(EXCERPTED RECORDS)
□ □ □

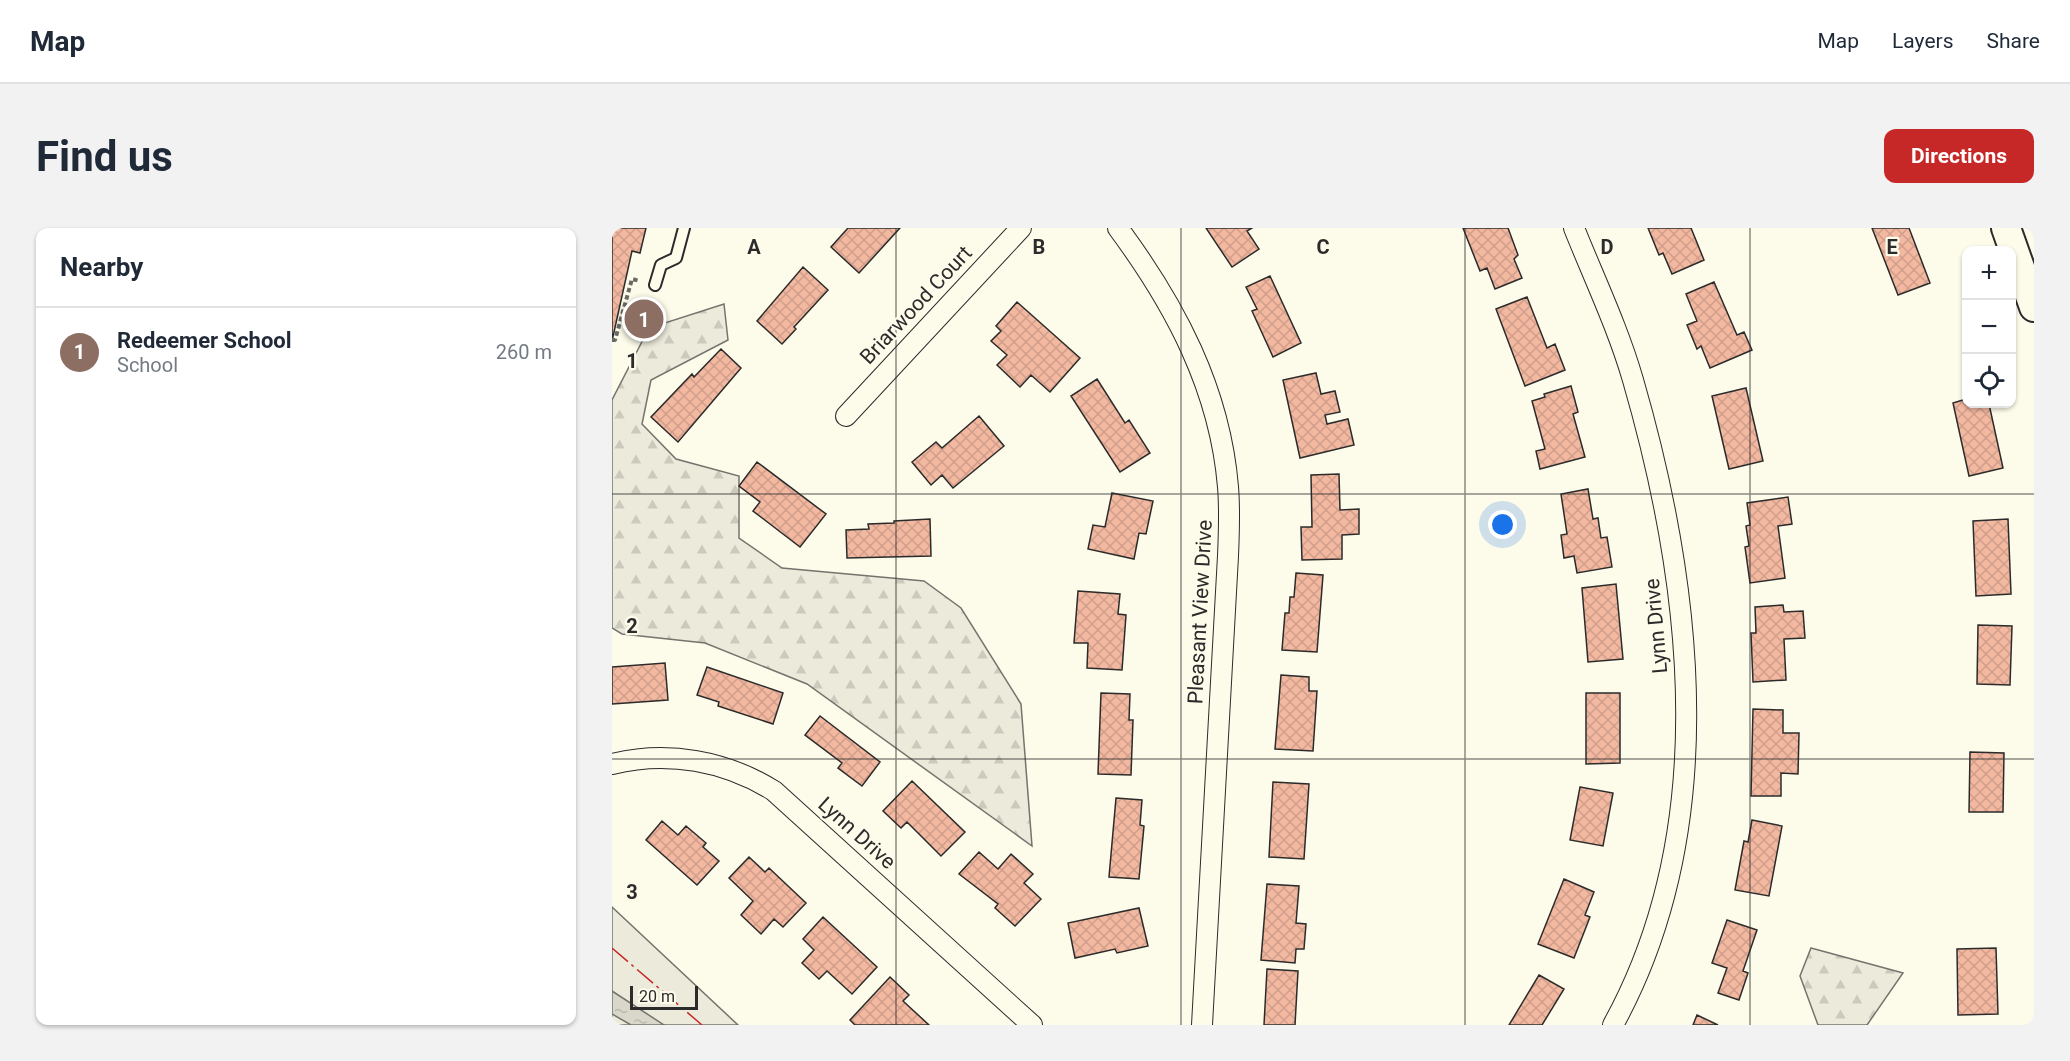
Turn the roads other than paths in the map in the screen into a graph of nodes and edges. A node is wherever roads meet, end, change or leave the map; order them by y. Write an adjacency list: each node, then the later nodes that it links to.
1 (684, 228): 6 (lane)
2 (1022, 228): 8 (street, Briarwood Court)
3 (1118, 228): 11 (street, Pleasant View Drive)
4 (1574, 228): 12 (street, Lynn Drive)
5 (2006, 228): 7 (main road)
6 (656, 285)
7 (2034, 307)
8 (846, 416)
9 (612, 764): 10 (street, Lynn Drive)
10 (1032, 1025)
11 (1202, 1025)
12 (1613, 1025)

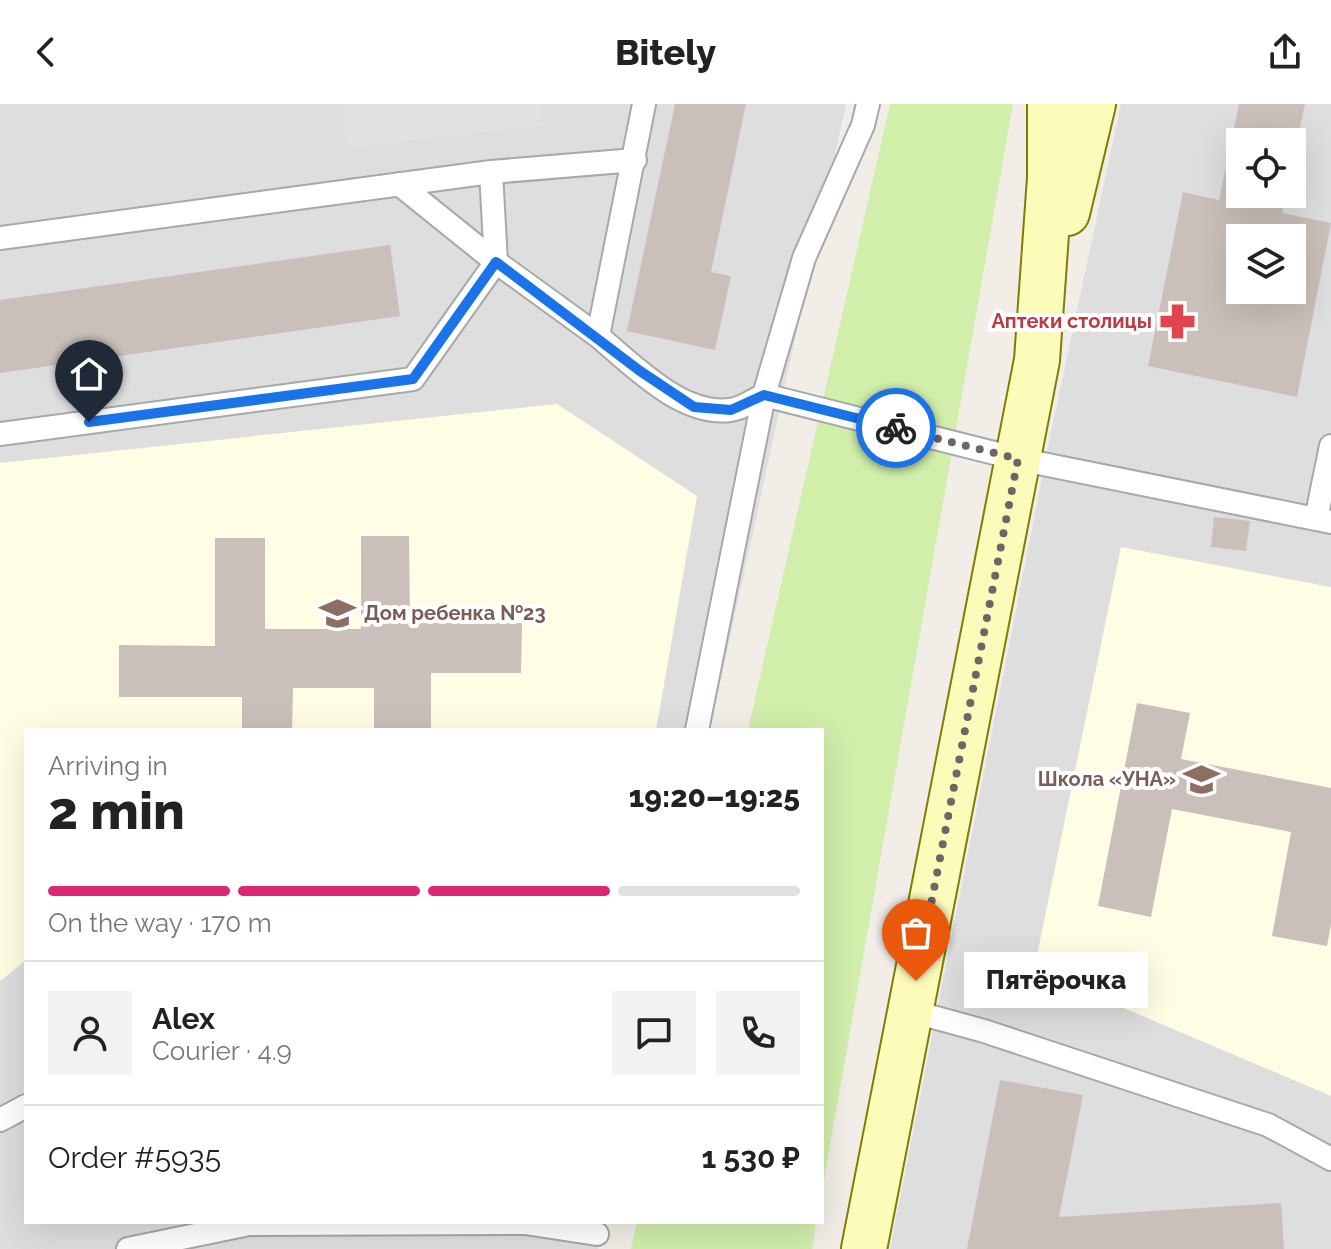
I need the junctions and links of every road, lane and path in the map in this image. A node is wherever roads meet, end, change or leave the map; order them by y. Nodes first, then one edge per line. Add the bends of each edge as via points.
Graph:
1 (644, 104) edge
2 (868, 104) edge
3 (1050, 104) edge
4 (1093, 104) edge
5 (635, 160) junction
6 (491, 172) junction
7 (399, 184) junction
8 (0, 238) edge
9 (496, 262) junction
10 (1042, 321) junction
11 (598, 336) junction
12 (764, 395) junction
13 (0, 434) edge
14 (1331, 446) edge
15 (1018, 459) junction
16 (1324, 520) edge
17 (697, 728) edge
18 (911, 1011) junction
19 (24, 1107) edge
20 (0, 1120) edge
21 (1331, 1159) edge
22 (244, 1224) edge
23 (531, 1224) edge
24 (597, 1235) edge
25 (128, 1249) edge
26 (864, 1249) edge

1 - 5 lane
2 - 12 lane via 804,258
3 - 10 street
4 - 10 street
5 - 6 lane
5 - 11 lane
6 - 7 lane
6 - 9 lane
7 - 8 lane
7 - 9 lane
9 - 11 lane
9 - 13 lane via 413,379
10 - 15 street
11 - 12 lane via 694,407 731,410
12 - 15 lane
12 - 17 lane
14 - 16 lane
15 - 16 lane
15 - 18 street
18 - 21 lane via 1268,1125
18 - 26 street
19 - 20 lane
22 - 25 lane
23 - 24 lane

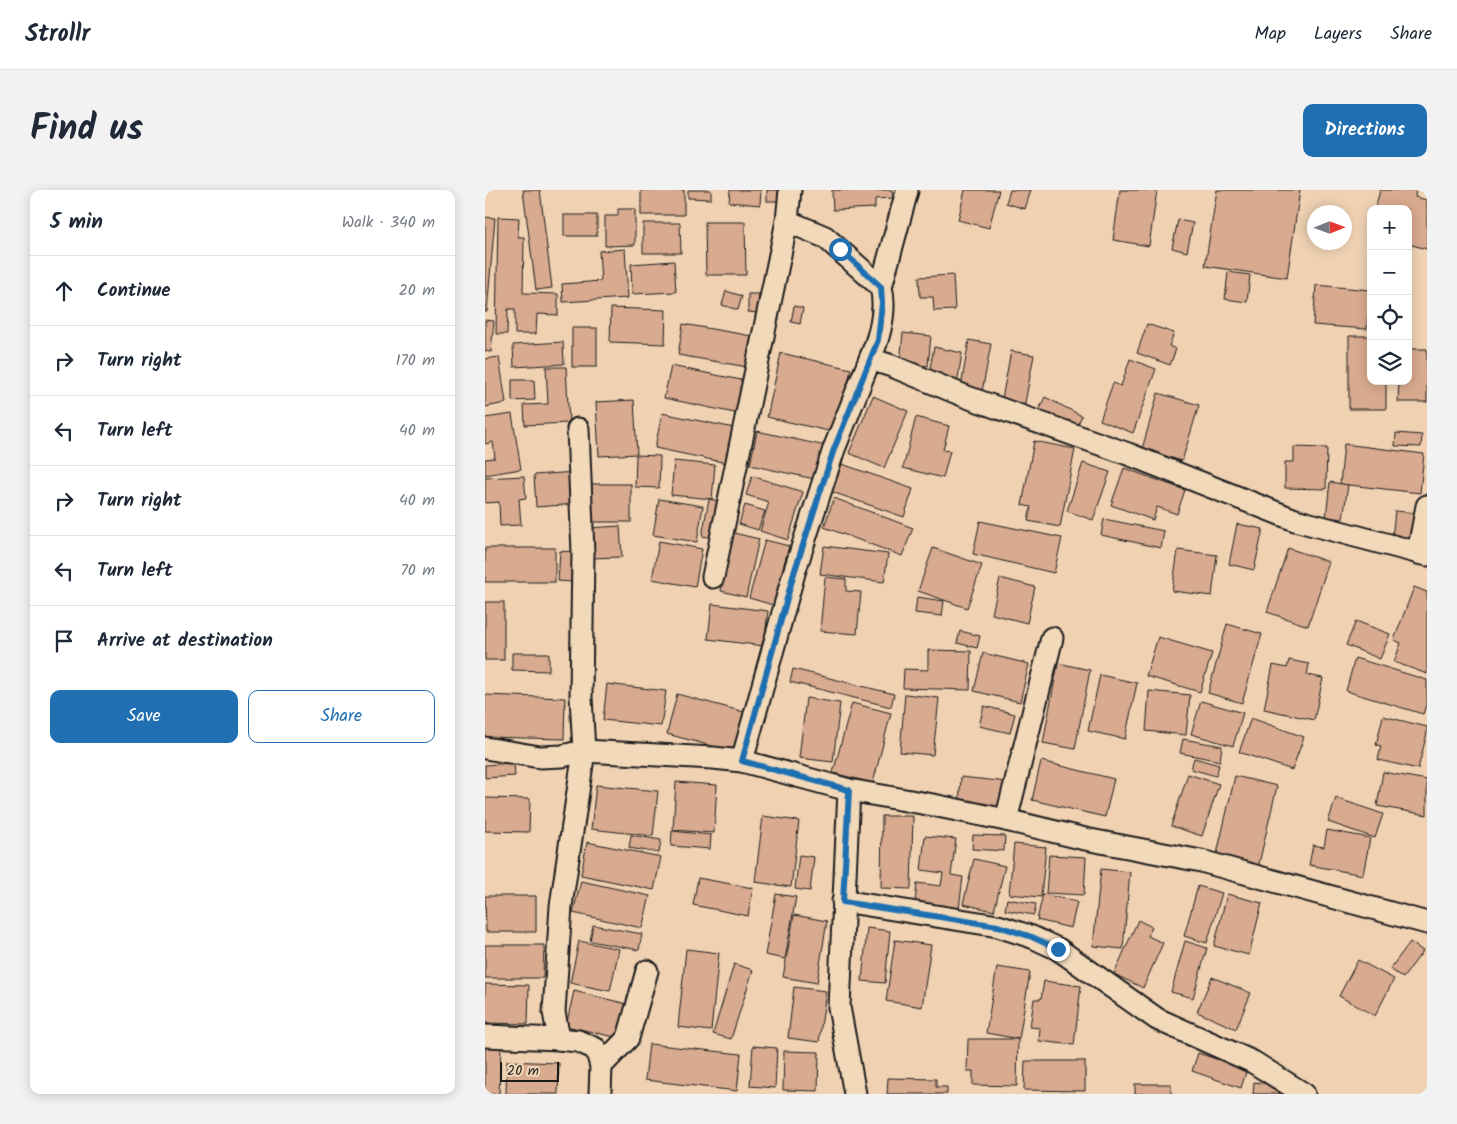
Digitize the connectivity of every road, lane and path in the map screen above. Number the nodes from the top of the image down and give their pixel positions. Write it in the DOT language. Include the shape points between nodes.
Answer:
graph roads {
  1 [pos="790,190"];
  2 [pos="907,191"];
  3 [pos="787,221"];
  4 [pos="881,287"];
  5 [pos="870,360"];
  6 [pos="578,429"];
  7 [pos="1427,506"];
  8 [pos="1422,554"];
  9 [pos="713,577"];
  10 [pos="1052,638"];
  11 [pos="485,748"];
  12 [pos="584,751"];
  13 [pos="742,761"];
  14 [pos="849,790"];
  15 [pos="1006,820"];
  16 [pos="843,902"];
  17 [pos="1427,923"];
  18 [pos="647,971"];
  19 [pos="485,1036"];
  20 [pos="559,1039"];
  21 [pos="601,1066"];
  22 [pos="1299,1093"];
  23 [pos="600,1094"];
  24 [pos="855,1094"];
  1 -- 3 [label="street"];
  2 -- 4 [label="street"];
  3 -- 4 [label="street" via="825,237"];
  3 -- 9 [label="street"];
  4 -- 5 [label="street" via="881,327"];
  5 -- 8 [label="street" via="1128,454 1295,520"];
  5 -- 13 [label="street" via="834,449 794,573"];
  6 -- 12 [label="street" via="583,553 581,697"];
  7 -- 8 [label="street"];
  10 -- 15 [label="street"];
  11 -- 12 [label="street" via="540,757"];
  12 -- 13 [label="street"];
  12 -- 20 [label="street" via="561,906 555,1012"];
  13 -- 14 [label="street"];
  14 -- 15 [label="street"];
  14 -- 16 [label="street"];
  15 -- 17 [label="street" via="1201,861"];
  16 -- 22 [label="street" via="998,926 1032,937 1058,949 1157,1019 1253,1062"];
  16 -- 24 [label="street" via="839,1006"];
  18 -- 21 [label="street" via="628,1038"];
  19 -- 20 [label="street"];
  20 -- 21 [label="street" via="578,1041 596,1049"];
  21 -- 23 [label="street"];
}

□ □ □

(YOUR TASK) Lines that contain the string "every" should be copied from the material above.

(TASK RESULT)
I need the junctions and links of every road, lane and path in the map in this image. A node is wherever roads meet, end, change or leave the map; order them by y. Nodes first, then one edge per line. Add the bends of each edge as via points.
Digitize the connectivity of every road, lane and path in the map screen above. Number the nodes from the top of the image down and give their pixel positions. Write it in the DOT language. Include the shape points between nodes.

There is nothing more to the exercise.